Reliability for Custom analyzer depends on predictable behavior during spikes, month-end processes, deployment changes, regional events, or dependency failures. Test index rebuild timing, blue-green index deployment, Analyze API test coverage, synonym dependencies, and consistent analyzer definitions across environments with production-shaped data, realistic time windows, and documented recovery steps. Operators should know which symptoms indicate stale data, missing tags, throttling, bad filters, alert noise, or resource pressure. Include rollback or mitigation steps before changing production resources or cost controls, because the setting often affects more than one team. Review the runbook during planned tests. The goal is not only availability; users need correct signals, acceptable response time, and a known path when conditions change.

Performance

Performance for Custom analyzer is measured through tokenization output, query latency, index size, search throughput, cache behavior, and the tradeoff between recall and precision.
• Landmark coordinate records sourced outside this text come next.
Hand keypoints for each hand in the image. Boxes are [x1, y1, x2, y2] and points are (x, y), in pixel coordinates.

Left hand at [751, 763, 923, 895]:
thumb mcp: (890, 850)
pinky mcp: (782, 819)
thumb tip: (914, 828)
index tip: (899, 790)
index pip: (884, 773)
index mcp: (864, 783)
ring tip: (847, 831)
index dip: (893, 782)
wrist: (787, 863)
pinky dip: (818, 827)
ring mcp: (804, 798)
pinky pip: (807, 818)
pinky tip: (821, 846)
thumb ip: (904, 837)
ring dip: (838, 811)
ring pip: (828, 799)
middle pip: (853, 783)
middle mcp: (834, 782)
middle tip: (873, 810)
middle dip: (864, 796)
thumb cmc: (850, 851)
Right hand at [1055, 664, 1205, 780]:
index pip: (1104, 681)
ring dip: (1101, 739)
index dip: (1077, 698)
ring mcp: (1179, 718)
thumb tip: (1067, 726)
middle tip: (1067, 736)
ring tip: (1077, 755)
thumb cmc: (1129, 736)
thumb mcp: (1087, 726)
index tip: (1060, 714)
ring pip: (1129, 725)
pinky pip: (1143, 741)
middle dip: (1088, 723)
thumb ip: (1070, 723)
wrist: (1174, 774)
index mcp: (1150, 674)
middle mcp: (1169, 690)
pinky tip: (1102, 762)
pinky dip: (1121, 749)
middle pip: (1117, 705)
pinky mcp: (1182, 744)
Review the signal with production-shaped data instead of tiny development samples or one-day cost snapshots. Azure Monitor metrics, Cost Management views, CLI output, SDK diagnostics, and portal evidence should tell the same story. Tune the design only after separating application delays, billing latency, tagging gaps, and configuration drift. A good performance fix reduces latency, noise, or operator effort without weakening security, correctness, allocation accuracy, or recovery. Capture baseline, change, and rollback evidence together. Re-test after deployments because traffic, tags, indexes, and usage patterns can shift the result.

Operations

Operations for Custom analyzer should be repeatable enough that a second engineer can verify the same facts without tribal knowledge. Keep schema definitions, analyzer test files, relevance workbooks, rebuild runbooks, admin-key handling, and deployment approval records documented with deployment source, owner, change history, dashboard links, and escalation contacts. Use read-only Azure CLI checks, portal review, Azure Monitor or Cost Management views, and export evidence to compare intended state with live behavior. Runbooks should say what is safe to inspect, what requires approval, and what evidence must be captured before and after a change. Review the record after each production change. Good operations make the term a checked production control, not a hidden implementation choice.

Common mistakes

  • Treating Custom analyzer as a label instead of checking the Azure scope, owner, access path, and evidence source.
  • Relying on one portal screenshot without confirming the active subscription, time range, filters, and resource scope.
  • Running a mutating or cost-impacting command before confirming permissions, rollback steps, and stakeholder approval.